> What to do: An exact transcription of every record is needed, leaving out the pictures.

Records from a data source:
═══

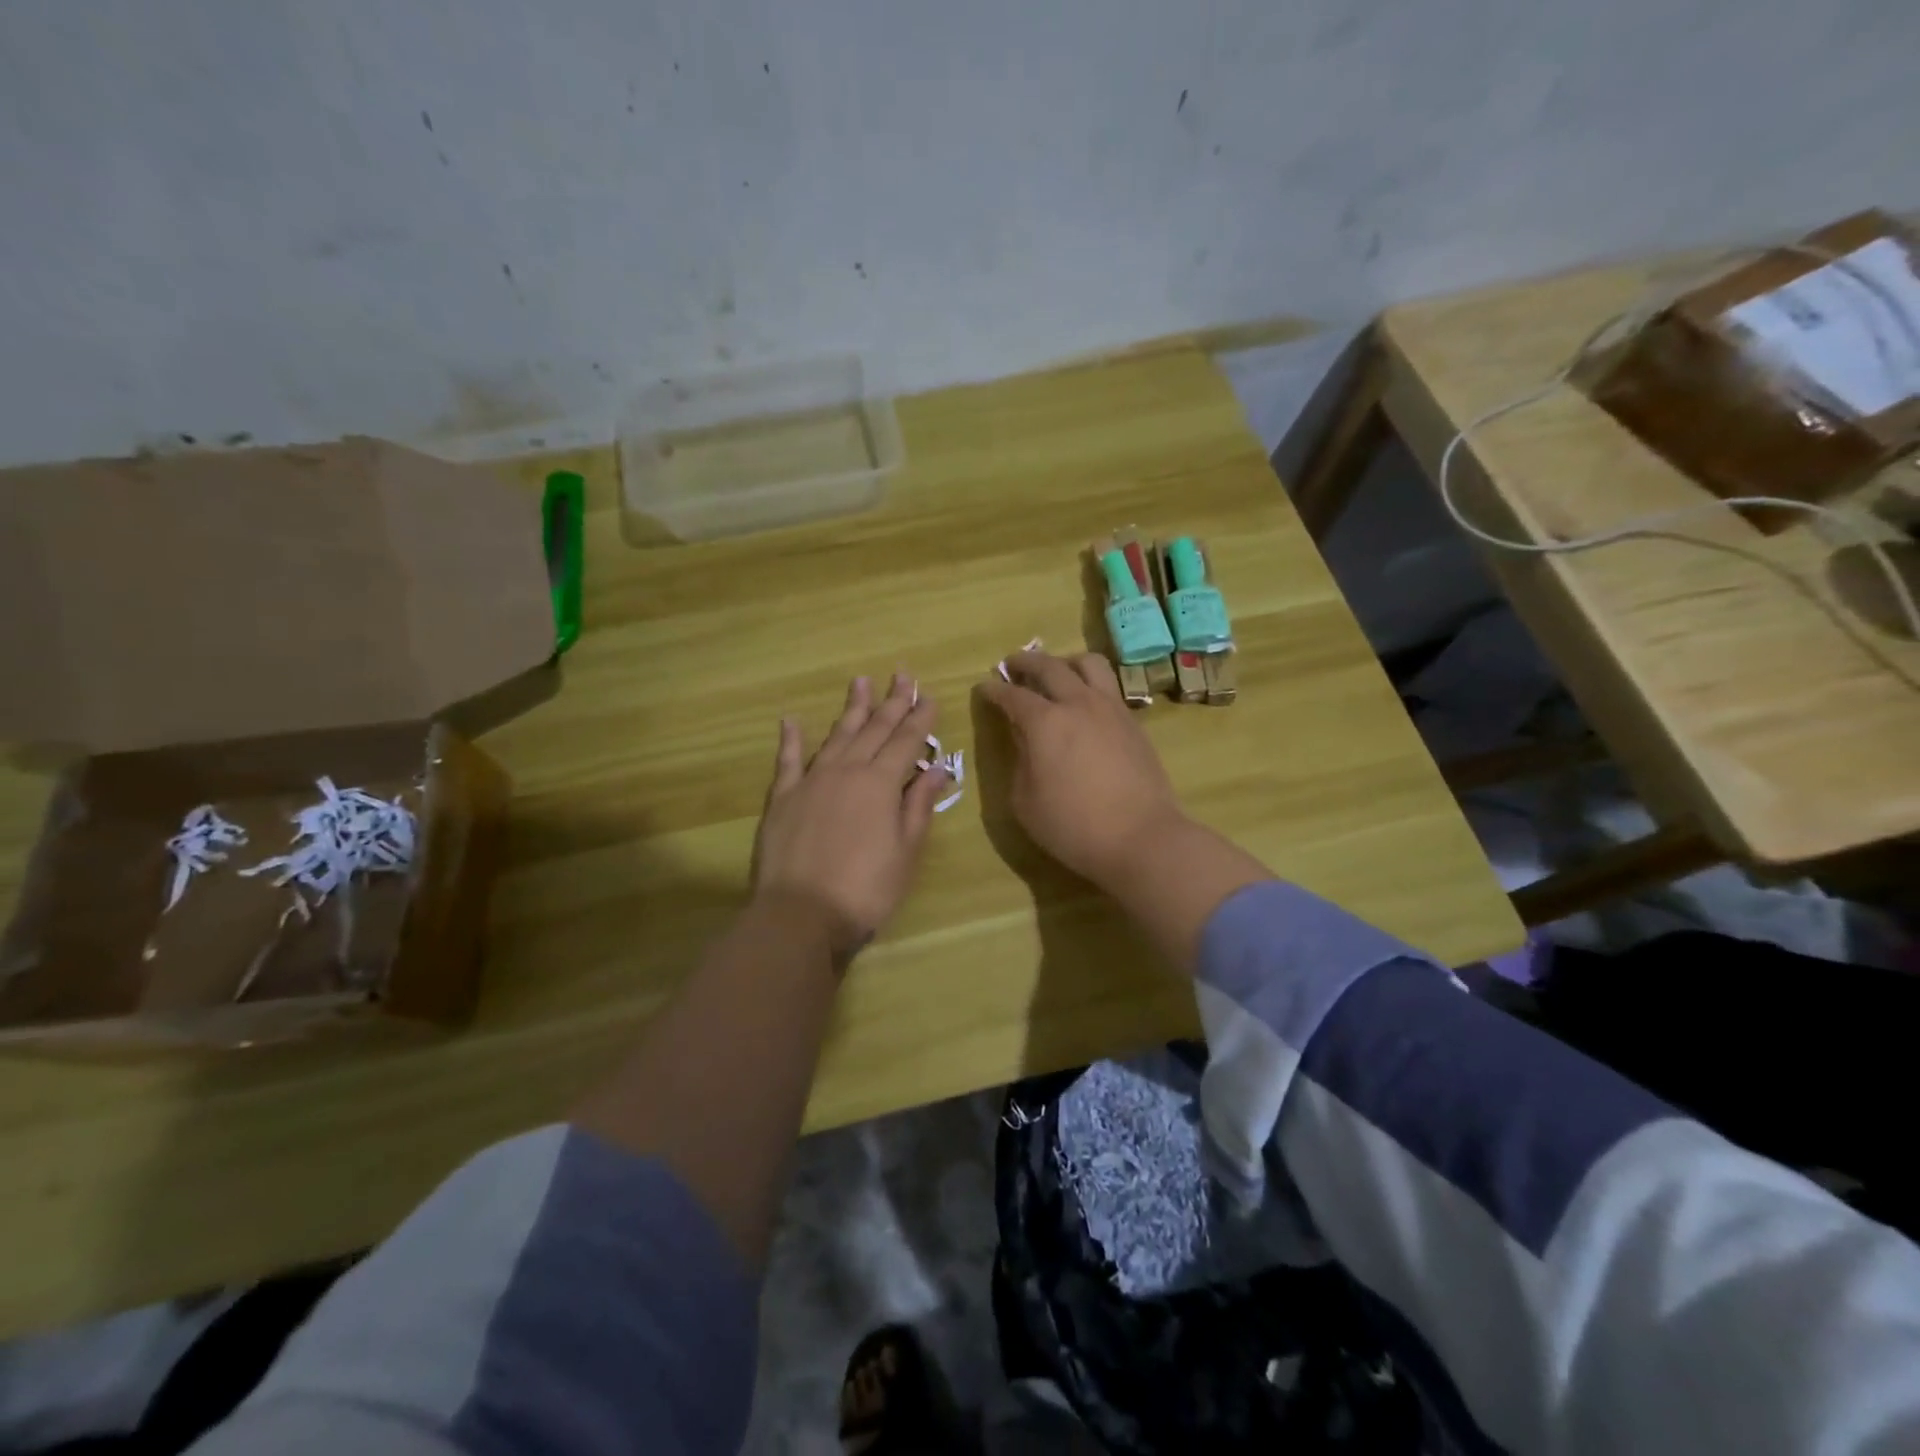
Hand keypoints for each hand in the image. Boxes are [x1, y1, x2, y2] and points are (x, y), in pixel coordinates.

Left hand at [752, 673, 949, 959]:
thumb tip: (937, 768)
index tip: (929, 696)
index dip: (919, 718)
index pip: (906, 742)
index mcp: (880, 784)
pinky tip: (792, 720)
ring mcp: (811, 781)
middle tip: (902, 674)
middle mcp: (847, 771)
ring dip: (851, 709)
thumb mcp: (906, 851)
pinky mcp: (782, 798)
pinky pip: (787, 760)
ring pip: (836, 736)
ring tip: (860, 682)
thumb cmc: (865, 889)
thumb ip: (918, 805)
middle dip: (891, 702)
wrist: (800, 914)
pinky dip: (791, 739)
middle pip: (873, 730)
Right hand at [978, 650, 1185, 889]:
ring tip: (1056, 672)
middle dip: (1026, 662)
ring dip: (1065, 662)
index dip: (994, 690)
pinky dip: (1090, 683)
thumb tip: (1024, 738)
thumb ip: (1020, 761)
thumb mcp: (1026, 802)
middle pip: (1049, 666)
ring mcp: (1111, 709)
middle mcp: (1078, 704)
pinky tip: (1085, 702)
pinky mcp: (1133, 722)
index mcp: (1045, 723)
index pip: (1013, 695)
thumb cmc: (1073, 827)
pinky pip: (1108, 686)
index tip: (983, 688)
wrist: (1141, 838)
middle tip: (1012, 665)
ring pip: (1088, 664)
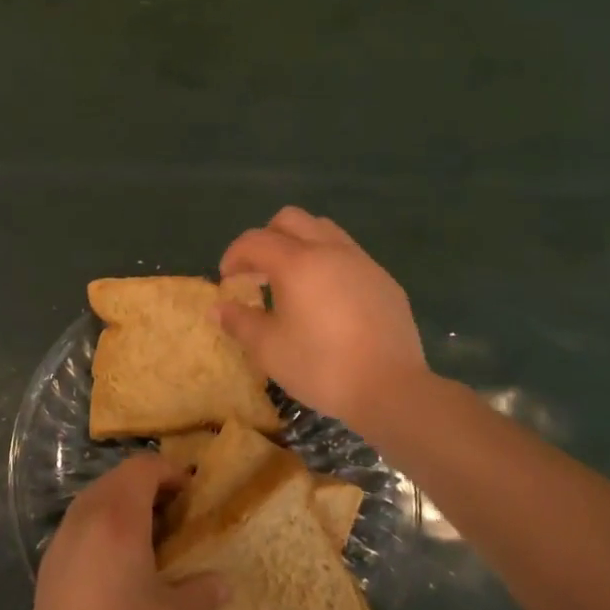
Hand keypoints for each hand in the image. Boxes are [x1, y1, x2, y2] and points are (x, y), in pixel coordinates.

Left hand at [16, 456, 225, 609]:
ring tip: (153, 540)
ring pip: (96, 499)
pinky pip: (81, 523)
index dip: (170, 472)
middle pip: (117, 478)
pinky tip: (120, 565)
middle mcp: (85, 517)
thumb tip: (222, 582)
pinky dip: (104, 525)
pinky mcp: (49, 564)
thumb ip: (201, 594)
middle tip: (178, 516)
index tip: (193, 495)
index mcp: (117, 520)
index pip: (142, 468)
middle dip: (149, 486)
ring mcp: (61, 539)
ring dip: (125, 505)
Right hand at [217, 206, 430, 427]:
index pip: (254, 241)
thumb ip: (239, 322)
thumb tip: (217, 308)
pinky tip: (327, 298)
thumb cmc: (321, 366)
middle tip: (257, 271)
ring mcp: (361, 262)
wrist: (392, 389)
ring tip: (292, 278)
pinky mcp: (384, 280)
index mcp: (296, 263)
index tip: (227, 280)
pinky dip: (328, 262)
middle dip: (266, 238)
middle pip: (290, 220)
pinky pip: (348, 254)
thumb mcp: (269, 349)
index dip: (234, 256)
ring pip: (323, 229)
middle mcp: (329, 250)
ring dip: (300, 243)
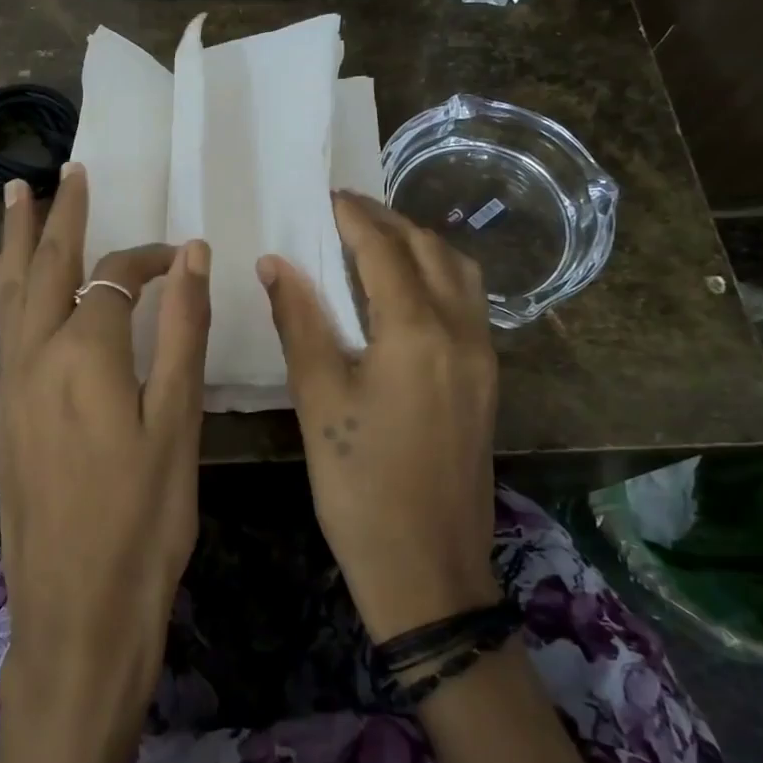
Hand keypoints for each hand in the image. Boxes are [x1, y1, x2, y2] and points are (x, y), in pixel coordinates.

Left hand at [0, 162, 211, 731]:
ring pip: (14, 293)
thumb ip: (183, 332)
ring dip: (20, 239)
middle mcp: (37, 355)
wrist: (77, 609)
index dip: (148, 260)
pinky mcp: (3, 413)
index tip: (181, 258)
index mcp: (86, 353)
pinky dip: (2, 292)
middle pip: (48, 266)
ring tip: (17, 193)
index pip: (116, 279)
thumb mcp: (177, 423)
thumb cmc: (144, 520)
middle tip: (69, 170)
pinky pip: (1, 331)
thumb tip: (191, 255)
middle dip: (62, 215)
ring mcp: (12, 384)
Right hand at [258, 191, 499, 641]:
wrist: (427, 567)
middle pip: (431, 251)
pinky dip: (438, 277)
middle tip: (348, 212)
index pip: (385, 251)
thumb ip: (299, 322)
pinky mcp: (486, 382)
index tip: (329, 196)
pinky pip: (468, 304)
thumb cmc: (359, 484)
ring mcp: (482, 358)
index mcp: (417, 332)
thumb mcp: (318, 399)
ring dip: (421, 246)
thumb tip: (276, 263)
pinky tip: (405, 291)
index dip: (355, 218)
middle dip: (390, 222)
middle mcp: (461, 332)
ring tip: (378, 242)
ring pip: (460, 274)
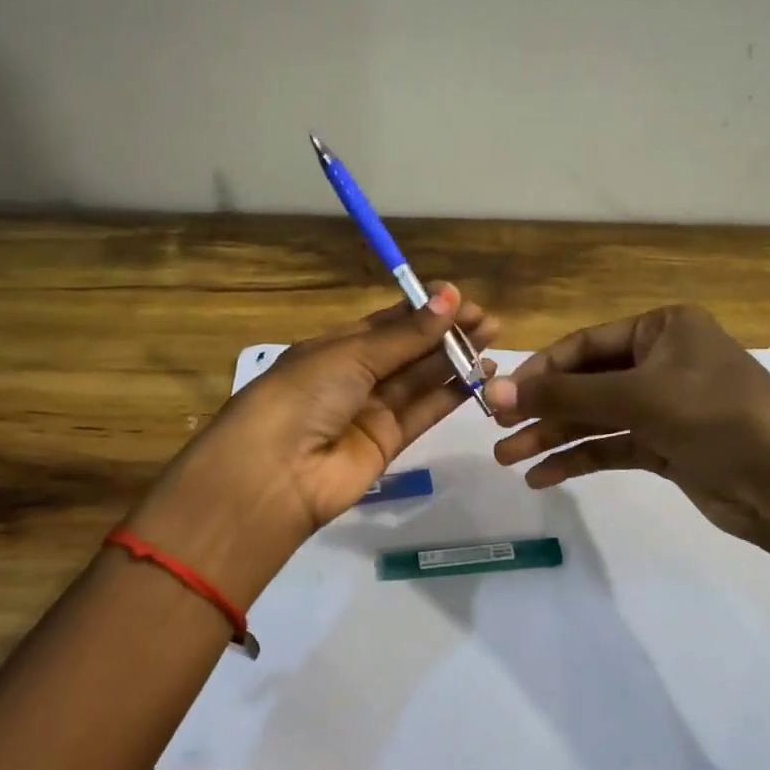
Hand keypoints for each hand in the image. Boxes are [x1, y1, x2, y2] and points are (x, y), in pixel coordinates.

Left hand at [126, 284, 498, 606]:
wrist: (275, 474)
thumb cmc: (303, 395)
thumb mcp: (351, 355)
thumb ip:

═══

> Solution to this task:
Hand keypoints for each hand in the image. Boxes are [x1, y1, x2, y2] and points are (x, y), in pixel coordinates.

Left hand at [752, 673, 949, 959]:
thumb tip: (937, 768)
index tip: (929, 696)
index dip: (919, 718)
index pip: (906, 742)
index mcp: (880, 784)
pinky tip: (792, 720)
ring mcp: (811, 781)
middle tip: (902, 674)
middle mcp: (847, 771)
ring dip: (851, 709)
thumb mcp: (906, 851)
pinky mcp: (782, 798)
pinky pip: (787, 760)
ring pip: (836, 736)
ring tip: (860, 682)
thumb cmc: (865, 889)
thumb ip: (918, 805)
middle dip: (891, 702)
wrist: (800, 914)
pinky dip: (791, 739)
middle pip: (873, 730)
Right hand at [978, 650, 1185, 889]:
ring tip: (1056, 672)
middle dip: (1026, 662)
ring dip: (1065, 662)
index dip: (994, 690)
pinky dip: (1090, 683)
thumb tip: (1024, 738)
thumb ip: (1020, 761)
thumb mcp: (1026, 802)
middle pip: (1049, 666)
ring mcp: (1111, 709)
middle mcp: (1078, 704)
pinky tip: (1085, 702)
pinky mcp: (1133, 722)
index mcp: (1045, 723)
index pip: (1013, 695)
thumb cmc: (1073, 827)
pinky pip: (1108, 686)
index tip: (983, 688)
wrist: (1141, 838)
middle tip: (1012, 665)
ring pip: (1088, 664)
Hand keypoints for each hand in the image. Boxes are [x1, y1, x2, y2] and points are (x, y), in pixel coordinates.

Left hand at [16, 456, 225, 609]:
ring tip: (153, 540)
ring pip: (96, 499)
pinky pip: (81, 523)
index dip: (170, 472)
middle pip: (117, 478)
pinky tip: (120, 565)
middle mcp: (85, 517)
thumb tip: (222, 582)
pinky dip: (104, 525)
pinky mcp: (49, 564)
thumb ip: (201, 594)
middle tip: (178, 516)
index tip: (193, 495)
index mcp: (117, 520)
index pip: (142, 468)
middle dip: (149, 486)
ring mcp: (61, 539)
ring dip: (125, 505)
Right hand at [217, 206, 430, 427]:
index pip: (254, 241)
thumb ip: (239, 322)
thumb tip: (217, 308)
pinky tip: (327, 298)
thumb cmc: (321, 366)
middle tip: (257, 271)
ring mcp: (361, 262)
wrist: (392, 389)
ring tip: (292, 278)
pinky mcp: (384, 280)
index mcp: (296, 263)
index tip: (227, 280)
pinky dip: (328, 262)
middle dip: (266, 238)
middle pip: (290, 220)
pinky pip: (348, 254)
thumb mcp: (269, 349)
index dip: (234, 256)
ring pip: (323, 229)
middle mcp: (329, 250)
ring dip: (300, 243)
Hand keypoints for each hand in the image. Boxes are [x1, y1, x2, y2] and points are (x, y), in pixel coordinates.

Left hand at [0, 162, 211, 731]:
ring pip: (14, 293)
thumb ip: (183, 332)
ring dip: (20, 239)
middle mcp: (37, 355)
wrist: (77, 609)
index dip: (148, 260)
pinky mcp: (3, 413)
index tip: (181, 258)
index mcp: (86, 353)
pinky dip: (2, 292)
middle pip: (48, 266)
ring tip: (17, 193)
index pip: (116, 279)
thumb mcp: (177, 423)
thumb cmc: (144, 520)
middle tip: (69, 170)
pinky pip: (1, 331)
thumb tip: (191, 255)
middle dip: (62, 215)
ring mcp: (12, 384)
Right hand at [258, 191, 499, 641]:
wrist: (427, 567)
middle pip: (431, 251)
pinky dip: (438, 277)
middle tip: (348, 212)
index pip: (385, 251)
thumb ip: (299, 322)
pinky mcp: (486, 382)
index tip: (329, 196)
pinky pip: (468, 304)
thumb cmc: (359, 484)
ring mcp: (482, 358)
index mcp: (417, 332)
thumb mcp: (318, 399)
ring dip: (421, 246)
thumb tip: (276, 263)
pinky tip: (405, 291)
index dip: (355, 218)
middle dip: (390, 222)
middle mcp: (461, 332)
ring tip: (378, 242)
ring pip: (460, 274)
Hand keypoints for each hand in the image. Boxes are [x1, y1, x2, y2] and points are (x, y), in pixel coordinates.

Left hand at [126, 284, 498, 606]:
wrist: (275, 474)
thumb cmc: (303, 395)
thumb mcp: (351, 355)
thumb ip:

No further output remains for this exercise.